**PROVIDED RECORDS**:
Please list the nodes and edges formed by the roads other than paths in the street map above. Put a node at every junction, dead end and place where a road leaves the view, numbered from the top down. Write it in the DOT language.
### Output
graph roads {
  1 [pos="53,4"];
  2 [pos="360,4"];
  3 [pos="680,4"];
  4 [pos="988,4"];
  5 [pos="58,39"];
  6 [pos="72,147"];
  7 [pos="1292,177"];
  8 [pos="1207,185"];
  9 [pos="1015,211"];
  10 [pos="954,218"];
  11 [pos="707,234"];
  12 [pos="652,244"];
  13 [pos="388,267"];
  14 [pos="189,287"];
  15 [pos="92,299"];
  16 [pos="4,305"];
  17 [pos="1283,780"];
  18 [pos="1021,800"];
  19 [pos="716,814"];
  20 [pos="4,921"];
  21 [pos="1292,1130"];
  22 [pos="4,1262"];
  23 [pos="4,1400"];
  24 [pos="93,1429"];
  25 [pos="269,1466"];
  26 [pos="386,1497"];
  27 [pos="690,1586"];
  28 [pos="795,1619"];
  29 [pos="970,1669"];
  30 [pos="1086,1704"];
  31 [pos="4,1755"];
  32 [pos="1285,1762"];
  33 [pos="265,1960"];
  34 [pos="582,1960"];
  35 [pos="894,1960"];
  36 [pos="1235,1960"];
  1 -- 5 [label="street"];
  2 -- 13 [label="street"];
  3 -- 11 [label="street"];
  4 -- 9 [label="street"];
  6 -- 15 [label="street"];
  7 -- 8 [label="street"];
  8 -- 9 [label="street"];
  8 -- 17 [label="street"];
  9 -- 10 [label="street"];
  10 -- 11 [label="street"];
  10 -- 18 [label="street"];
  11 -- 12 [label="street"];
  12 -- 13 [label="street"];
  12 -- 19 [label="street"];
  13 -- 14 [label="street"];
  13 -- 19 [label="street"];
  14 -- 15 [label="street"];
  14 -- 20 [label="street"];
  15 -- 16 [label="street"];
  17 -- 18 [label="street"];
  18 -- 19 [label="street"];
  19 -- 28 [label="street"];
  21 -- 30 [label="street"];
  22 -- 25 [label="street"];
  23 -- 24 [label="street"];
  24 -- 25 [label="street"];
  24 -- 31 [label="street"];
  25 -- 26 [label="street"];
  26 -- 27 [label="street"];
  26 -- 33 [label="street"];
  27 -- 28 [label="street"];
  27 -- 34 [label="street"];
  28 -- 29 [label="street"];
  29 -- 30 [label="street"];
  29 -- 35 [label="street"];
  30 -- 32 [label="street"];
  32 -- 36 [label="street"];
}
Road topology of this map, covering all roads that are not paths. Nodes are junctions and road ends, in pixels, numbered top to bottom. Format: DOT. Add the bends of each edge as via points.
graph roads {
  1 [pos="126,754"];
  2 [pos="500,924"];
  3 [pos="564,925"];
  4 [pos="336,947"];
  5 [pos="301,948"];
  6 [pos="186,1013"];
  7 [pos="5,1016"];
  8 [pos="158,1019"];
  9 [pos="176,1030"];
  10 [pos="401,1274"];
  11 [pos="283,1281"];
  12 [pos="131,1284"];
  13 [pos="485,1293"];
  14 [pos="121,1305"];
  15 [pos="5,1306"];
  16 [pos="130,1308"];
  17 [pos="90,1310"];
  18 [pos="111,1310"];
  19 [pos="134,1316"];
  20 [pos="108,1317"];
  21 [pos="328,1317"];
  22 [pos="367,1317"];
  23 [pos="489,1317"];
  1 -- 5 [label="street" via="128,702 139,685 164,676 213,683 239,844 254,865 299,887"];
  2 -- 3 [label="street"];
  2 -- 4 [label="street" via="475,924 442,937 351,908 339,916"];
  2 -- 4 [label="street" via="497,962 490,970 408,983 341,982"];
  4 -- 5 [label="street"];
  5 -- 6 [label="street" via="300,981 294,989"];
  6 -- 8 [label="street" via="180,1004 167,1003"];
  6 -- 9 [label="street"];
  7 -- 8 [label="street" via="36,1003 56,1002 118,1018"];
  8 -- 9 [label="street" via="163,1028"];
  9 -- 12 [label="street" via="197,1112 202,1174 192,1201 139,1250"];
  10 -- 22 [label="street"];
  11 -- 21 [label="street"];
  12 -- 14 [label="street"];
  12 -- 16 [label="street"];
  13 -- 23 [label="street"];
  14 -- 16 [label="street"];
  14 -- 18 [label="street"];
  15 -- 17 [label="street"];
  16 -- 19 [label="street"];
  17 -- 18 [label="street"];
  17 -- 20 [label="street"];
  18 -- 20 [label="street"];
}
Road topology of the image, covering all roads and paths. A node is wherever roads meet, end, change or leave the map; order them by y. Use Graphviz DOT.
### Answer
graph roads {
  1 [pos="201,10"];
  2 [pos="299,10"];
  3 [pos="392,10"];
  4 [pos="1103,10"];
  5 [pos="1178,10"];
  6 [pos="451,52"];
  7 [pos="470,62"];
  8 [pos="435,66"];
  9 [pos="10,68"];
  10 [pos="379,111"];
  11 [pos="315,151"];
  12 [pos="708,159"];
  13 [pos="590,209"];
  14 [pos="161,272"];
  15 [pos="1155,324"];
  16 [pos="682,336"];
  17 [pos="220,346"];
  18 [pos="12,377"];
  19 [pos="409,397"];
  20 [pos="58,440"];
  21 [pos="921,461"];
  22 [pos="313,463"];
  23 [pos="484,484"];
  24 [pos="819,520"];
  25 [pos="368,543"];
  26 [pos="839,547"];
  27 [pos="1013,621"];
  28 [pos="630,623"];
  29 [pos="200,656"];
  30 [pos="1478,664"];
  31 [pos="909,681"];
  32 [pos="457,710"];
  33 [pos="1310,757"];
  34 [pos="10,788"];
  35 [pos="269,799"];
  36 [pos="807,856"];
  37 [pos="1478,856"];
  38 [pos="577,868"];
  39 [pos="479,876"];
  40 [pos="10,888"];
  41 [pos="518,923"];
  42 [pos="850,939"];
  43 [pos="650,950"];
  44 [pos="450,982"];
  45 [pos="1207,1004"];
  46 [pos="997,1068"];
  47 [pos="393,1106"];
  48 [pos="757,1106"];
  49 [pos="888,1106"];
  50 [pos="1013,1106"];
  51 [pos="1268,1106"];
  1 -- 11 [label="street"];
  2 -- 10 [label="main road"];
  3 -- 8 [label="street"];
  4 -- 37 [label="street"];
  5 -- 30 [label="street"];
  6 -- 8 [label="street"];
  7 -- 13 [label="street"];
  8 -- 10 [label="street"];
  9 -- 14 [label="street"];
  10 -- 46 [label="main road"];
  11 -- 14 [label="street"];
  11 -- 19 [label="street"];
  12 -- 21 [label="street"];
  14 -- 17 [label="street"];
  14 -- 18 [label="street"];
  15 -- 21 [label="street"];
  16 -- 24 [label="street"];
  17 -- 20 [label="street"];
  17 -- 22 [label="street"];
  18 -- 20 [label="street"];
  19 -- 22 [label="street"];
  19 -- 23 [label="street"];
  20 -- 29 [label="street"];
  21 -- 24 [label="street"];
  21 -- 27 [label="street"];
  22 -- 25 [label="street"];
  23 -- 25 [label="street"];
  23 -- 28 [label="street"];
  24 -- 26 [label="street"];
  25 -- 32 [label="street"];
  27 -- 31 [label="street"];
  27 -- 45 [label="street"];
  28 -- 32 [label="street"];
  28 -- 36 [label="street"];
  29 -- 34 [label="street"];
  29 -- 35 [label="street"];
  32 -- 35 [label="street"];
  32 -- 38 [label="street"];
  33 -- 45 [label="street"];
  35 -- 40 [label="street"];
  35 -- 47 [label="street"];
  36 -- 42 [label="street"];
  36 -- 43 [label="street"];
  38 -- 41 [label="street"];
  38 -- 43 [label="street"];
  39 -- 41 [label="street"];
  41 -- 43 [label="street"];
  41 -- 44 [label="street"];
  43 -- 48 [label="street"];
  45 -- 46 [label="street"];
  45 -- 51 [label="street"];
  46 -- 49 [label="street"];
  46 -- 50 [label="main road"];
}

**WHAT THE TASK REQUIRES**:
Count how many of the lines in the material include the word "main", and state that number without anything else.

**RESULT OF THE EXERCISE**:
3